### Task to complete
Reproduce the data below in full and to the letter, images excepted.

Supplied records: Begin

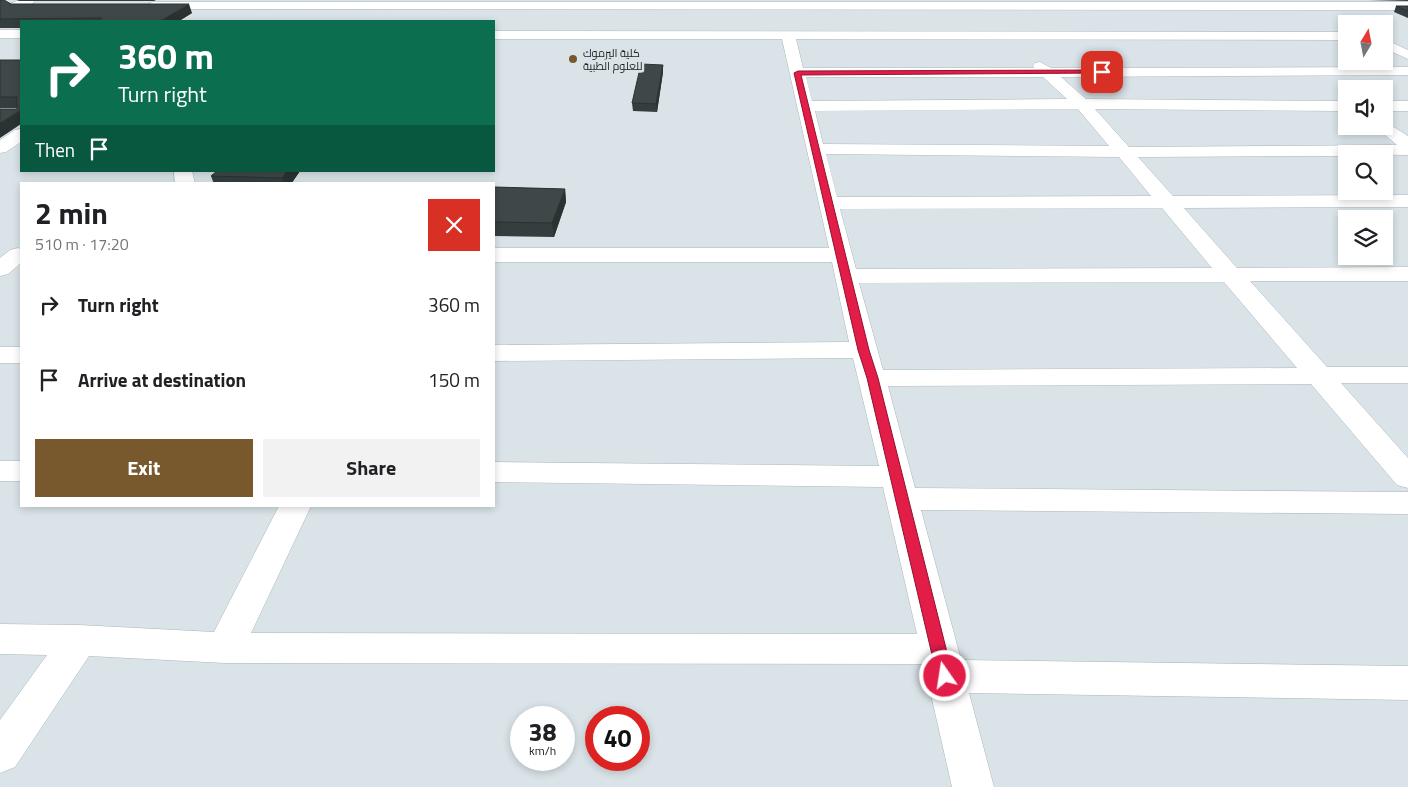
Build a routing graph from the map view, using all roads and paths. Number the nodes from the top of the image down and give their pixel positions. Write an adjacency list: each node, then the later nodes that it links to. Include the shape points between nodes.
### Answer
1 (29, 0): 13 (street)
2 (0, 2): 13 (street, via 9,2)
3 (252, 3): 4 (street); 10 (street); 16 (street)
4 (477, 3): 17 (street); 18 (street)
5 (921, 3): 6 (street); 11 (street); 25 (street)
6 (1140, 3): 7 (street); 27 (street)
7 (1188, 3): 8 (street)
8 (1264, 3): 9 (street)
9 (1362, 3): 12 (street); 19 (street)
10 (141, 6)
11 (846, 6): 17 (street); 24 (street)
12 (1408, 6)
13 (15, 7): 14 (street); 15 (street)
14 (44, 7)
15 (0, 14)
16 (233, 16)
17 (702, 16): 22 (street); 23 (street)
18 (463, 20)
19 (1400, 20)
20 (0, 34): 21 (street)
21 (20, 34)
22 (495, 35)
23 (788, 35): 24 (street); 40 (street)
24 (857, 35): 25 (street)
25 (943, 35): 26 (street)
26 (1012, 35): 27 (street); 39 (street)
27 (1190, 36): 28 (street)
28 (1239, 36): 29 (street); 36 (street)
29 (1302, 36): 30 (street); 37 (street)
30 (1338, 36)
31 (1393, 36): 32 (street)
32 (1400, 36)
33 (1393, 48): 34 (street)
34 (1408, 56)
35 (1195, 71): 36 (street); 39 (street); 43 (street)
36 (1294, 71): 37 (street); 41 (street)
37 (1360, 71): 38 (street)
38 (1408, 71)
39 (1046, 72): 40 (street); 42 (street)
40 (798, 73): 45 (street)
41 (1338, 99)
42 (1082, 104): 43 (street); 45 (street); 54 (street)
43 (1240, 105): 44 (street)
44 (1338, 105)
45 (806, 106): 52 (street)
46 (1393, 106): 47 (street)
47 (1408, 106)
48 (1393, 134): 50 (street)
49 (20, 135): 51 (street)
50 (1408, 144)
51 (0, 148)
52 (816, 149): 54 (street); 57 (street)
53 (1408, 150): 54 (street)
54 (1123, 152): 55 (street)
55 (1166, 201): 56 (street); 57 (street); 62 (street)
56 (1408, 201)
57 (829, 203): 60 (street)
58 (13, 254): 61 (street)
59 (495, 255): 60 (street)
60 (844, 265): 62 (street); 64 (street)
61 (0, 269)
62 (1230, 273): 63 (street); 68 (street)
63 (1408, 274)
64 (864, 350): 65 (street); 70 (street)
65 (495, 353)
66 (0, 355): 67 (street)
67 (20, 355)
68 (1317, 375): 69 (street); 70 (street); 74 (street)
69 (1408, 376)
70 (872, 378): 75 (street)
71 (0, 471): 72 (street)
72 (20, 471)
73 (495, 472): 75 (street)
74 (1408, 478)
75 (899, 488): 76 (street); 81 (street)
76 (1408, 502)
77 (296, 507): 80 (street)
78 (0, 639): 79 (street)
79 (79, 640): 80 (street); 83 (street)
80 (226, 648): 81 (street)
81 (942, 663): 82 (street); 84 (street)
82 (1408, 683)
83 (0, 754)
84 (973, 787)

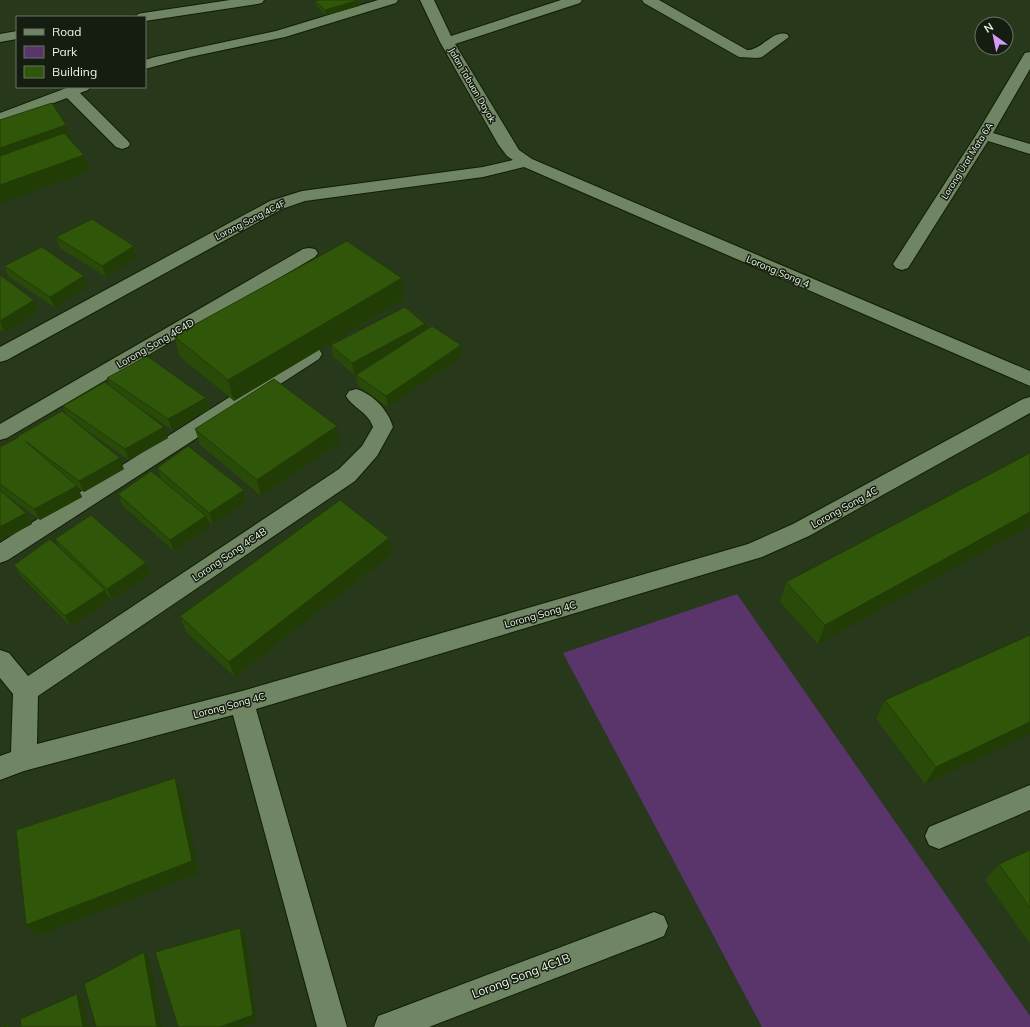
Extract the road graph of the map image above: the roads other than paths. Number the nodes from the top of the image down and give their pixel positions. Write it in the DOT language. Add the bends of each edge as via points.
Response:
graph roads {
  1 [pos="257,0"];
  2 [pos="390,0"];
  3 [pos="427,0"];
  4 [pos="575,0"];
  5 [pos="649,0"];
  6 [pos="146,17"];
  7 [pos="16,35"];
  8 [pos="782,37"];
  9 [pos="0,38"];
  10 [pos="447,42"];
  11 [pos="1030,56"];
  12 [pos="146,65"];
  13 [pos="76,89"];
  14 [pos="0,118"];
  15 [pos="984,135"];
  16 [pos="122,144"];
  17 [pos="1030,149"];
  18 [pos="526,162"];
  19 [pos="309,253"];
  20 [pos="902,264"];
  21 [pos="327,344"];
  22 [pos="0,355"];
  23 [pos="1030,379"];
  24 [pos="356,396"];
  25 [pos="1030,404"];
  26 [pos="0,433"];
  27 [pos="0,554"];
  28 [pos="0,660"];
  29 [pos="26,691"];
  30 [pos="242,702"];
  31 [pos="24,759"];
  32 [pos="0,768"];
  33 [pos="1030,797"];
  34 [pos="939,836"];
  35 [pos="654,926"];
  36 [pos="332,1027"];
  37 [pos="389,1027"];
  1 -- 6 [label="street"];
  2 -- 12 [label="street" via="303,28 235,45 194,51"];
  3 -- 10 [label="street, Jalan Tabuan Dayak"];
  4 -- 10 [label="street"];
  5 -- 8 [label="street" via="744,54 757,54"];
  7 -- 9 [label="street"];
  10 -- 18 [label="street, Jalan Tabuan Dayak" via="506,144 513,153"];
  11 -- 15 [label="street, Lorong Urat Mata 6A"];
  13 -- 14 [label="street"];
  13 -- 16 [label="street"];
  15 -- 17 [label="street"];
  15 -- 20 [label="street, Lorong Urat Mata 6A"];
  18 -- 22 [label="street, Lorong Song 4C4F" via="483,172 302,196 276,205"];
  18 -- 23 [label="street, Lorong Song 4"];
  19 -- 26 [label="street, Lorong Song 4C4D"];
  21 -- 27 [label="street"];
  24 -- 29 [label="street, Lorong Song 4C4B" via="377,412 382,419 383,427 370,451 347,475"];
  25 -- 30 [label="street, Lorong Song 4C" via="801,530 754,551"];
  28 -- 29 [label="street"];
  29 -- 31 [label="street"];
  30 -- 31 [label="street, Lorong Song 4C"];
  30 -- 36 [label="street"];
  31 -- 32 [label="street, Lorong Song 4C"];
  33 -- 34 [label="street"];
  35 -- 37 [label="street, Lorong Song 4C1B"];
}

Supplied records: End

### Expected answer
Build a routing graph from the map view, using all roads and paths. Number the nodes from the top of the image down and give their pixel positions. Write an adjacency list: each node, then the later nodes that it links to. Include the shape points between nodes.
### Answer
1 (29, 0): 13 (street)
2 (0, 2): 13 (street, via 9,2)
3 (252, 3): 4 (street); 10 (street); 16 (street)
4 (477, 3): 17 (street); 18 (street)
5 (921, 3): 6 (street); 11 (street); 25 (street)
6 (1140, 3): 7 (street); 27 (street)
7 (1188, 3): 8 (street)
8 (1264, 3): 9 (street)
9 (1362, 3): 12 (street); 19 (street)
10 (141, 6)
11 (846, 6): 17 (street); 24 (street)
12 (1408, 6)
13 (15, 7): 14 (street); 15 (street)
14 (44, 7)
15 (0, 14)
16 (233, 16)
17 (702, 16): 22 (street); 23 (street)
18 (463, 20)
19 (1400, 20)
20 (0, 34): 21 (street)
21 (20, 34)
22 (495, 35)
23 (788, 35): 24 (street); 40 (street)
24 (857, 35): 25 (street)
25 (943, 35): 26 (street)
26 (1012, 35): 27 (street); 39 (street)
27 (1190, 36): 28 (street)
28 (1239, 36): 29 (street); 36 (street)
29 (1302, 36): 30 (street); 37 (street)
30 (1338, 36)
31 (1393, 36): 32 (street)
32 (1400, 36)
33 (1393, 48): 34 (street)
34 (1408, 56)
35 (1195, 71): 36 (street); 39 (street); 43 (street)
36 (1294, 71): 37 (street); 41 (street)
37 (1360, 71): 38 (street)
38 (1408, 71)
39 (1046, 72): 40 (street); 42 (street)
40 (798, 73): 45 (street)
41 (1338, 99)
42 (1082, 104): 43 (street); 45 (street); 54 (street)
43 (1240, 105): 44 (street)
44 (1338, 105)
45 (806, 106): 52 (street)
46 (1393, 106): 47 (street)
47 (1408, 106)
48 (1393, 134): 50 (street)
49 (20, 135): 51 (street)
50 (1408, 144)
51 (0, 148)
52 (816, 149): 54 (street); 57 (street)
53 (1408, 150): 54 (street)
54 (1123, 152): 55 (street)
55 (1166, 201): 56 (street); 57 (street); 62 (street)
56 (1408, 201)
57 (829, 203): 60 (street)
58 (13, 254): 61 (street)
59 (495, 255): 60 (street)
60 (844, 265): 62 (street); 64 (street)
61 (0, 269)
62 (1230, 273): 63 (street); 68 (street)
63 (1408, 274)
64 (864, 350): 65 (street); 70 (street)
65 (495, 353)
66 (0, 355): 67 (street)
67 (20, 355)
68 (1317, 375): 69 (street); 70 (street); 74 (street)
69 (1408, 376)
70 (872, 378): 75 (street)
71 (0, 471): 72 (street)
72 (20, 471)
73 (495, 472): 75 (street)
74 (1408, 478)
75 (899, 488): 76 (street); 81 (street)
76 (1408, 502)
77 (296, 507): 80 (street)
78 (0, 639): 79 (street)
79 (79, 640): 80 (street); 83 (street)
80 (226, 648): 81 (street)
81 (942, 663): 82 (street); 84 (street)
82 (1408, 683)
83 (0, 754)
84 (973, 787)

Extract the road graph of the map image above: the roads other than paths. Number the nodes from the top of the image down and give their pixel positions. Write it in the DOT language. Add the bends of each edge as via points.
Response:
graph roads {
  1 [pos="257,0"];
  2 [pos="390,0"];
  3 [pos="427,0"];
  4 [pos="575,0"];
  5 [pos="649,0"];
  6 [pos="146,17"];
  7 [pos="16,35"];
  8 [pos="782,37"];
  9 [pos="0,38"];
  10 [pos="447,42"];
  11 [pos="1030,56"];
  12 [pos="146,65"];
  13 [pos="76,89"];
  14 [pos="0,118"];
  15 [pos="984,135"];
  16 [pos="122,144"];
  17 [pos="1030,149"];
  18 [pos="526,162"];
  19 [pos="309,253"];
  20 [pos="902,264"];
  21 [pos="327,344"];
  22 [pos="0,355"];
  23 [pos="1030,379"];
  24 [pos="356,396"];
  25 [pos="1030,404"];
  26 [pos="0,433"];
  27 [pos="0,554"];
  28 [pos="0,660"];
  29 [pos="26,691"];
  30 [pos="242,702"];
  31 [pos="24,759"];
  32 [pos="0,768"];
  33 [pos="1030,797"];
  34 [pos="939,836"];
  35 [pos="654,926"];
  36 [pos="332,1027"];
  37 [pos="389,1027"];
  1 -- 6 [label="street"];
  2 -- 12 [label="street" via="303,28 235,45 194,51"];
  3 -- 10 [label="street, Jalan Tabuan Dayak"];
  4 -- 10 [label="street"];
  5 -- 8 [label="street" via="744,54 757,54"];
  7 -- 9 [label="street"];
  10 -- 18 [label="street, Jalan Tabuan Dayak" via="506,144 513,153"];
  11 -- 15 [label="street, Lorong Urat Mata 6A"];
  13 -- 14 [label="street"];
  13 -- 16 [label="street"];
  15 -- 17 [label="street"];
  15 -- 20 [label="street, Lorong Urat Mata 6A"];
  18 -- 22 [label="street, Lorong Song 4C4F" via="483,172 302,196 276,205"];
  18 -- 23 [label="street, Lorong Song 4"];
  19 -- 26 [label="street, Lorong Song 4C4D"];
  21 -- 27 [label="street"];
  24 -- 29 [label="street, Lorong Song 4C4B" via="377,412 382,419 383,427 370,451 347,475"];
  25 -- 30 [label="street, Lorong Song 4C" via="801,530 754,551"];
  28 -- 29 [label="street"];
  29 -- 31 [label="street"];
  30 -- 31 [label="street, Lorong Song 4C"];
  30 -- 36 [label="street"];
  31 -- 32 [label="street, Lorong Song 4C"];
  33 -- 34 [label="street"];
  35 -- 37 [label="street, Lorong Song 4C1B"];
}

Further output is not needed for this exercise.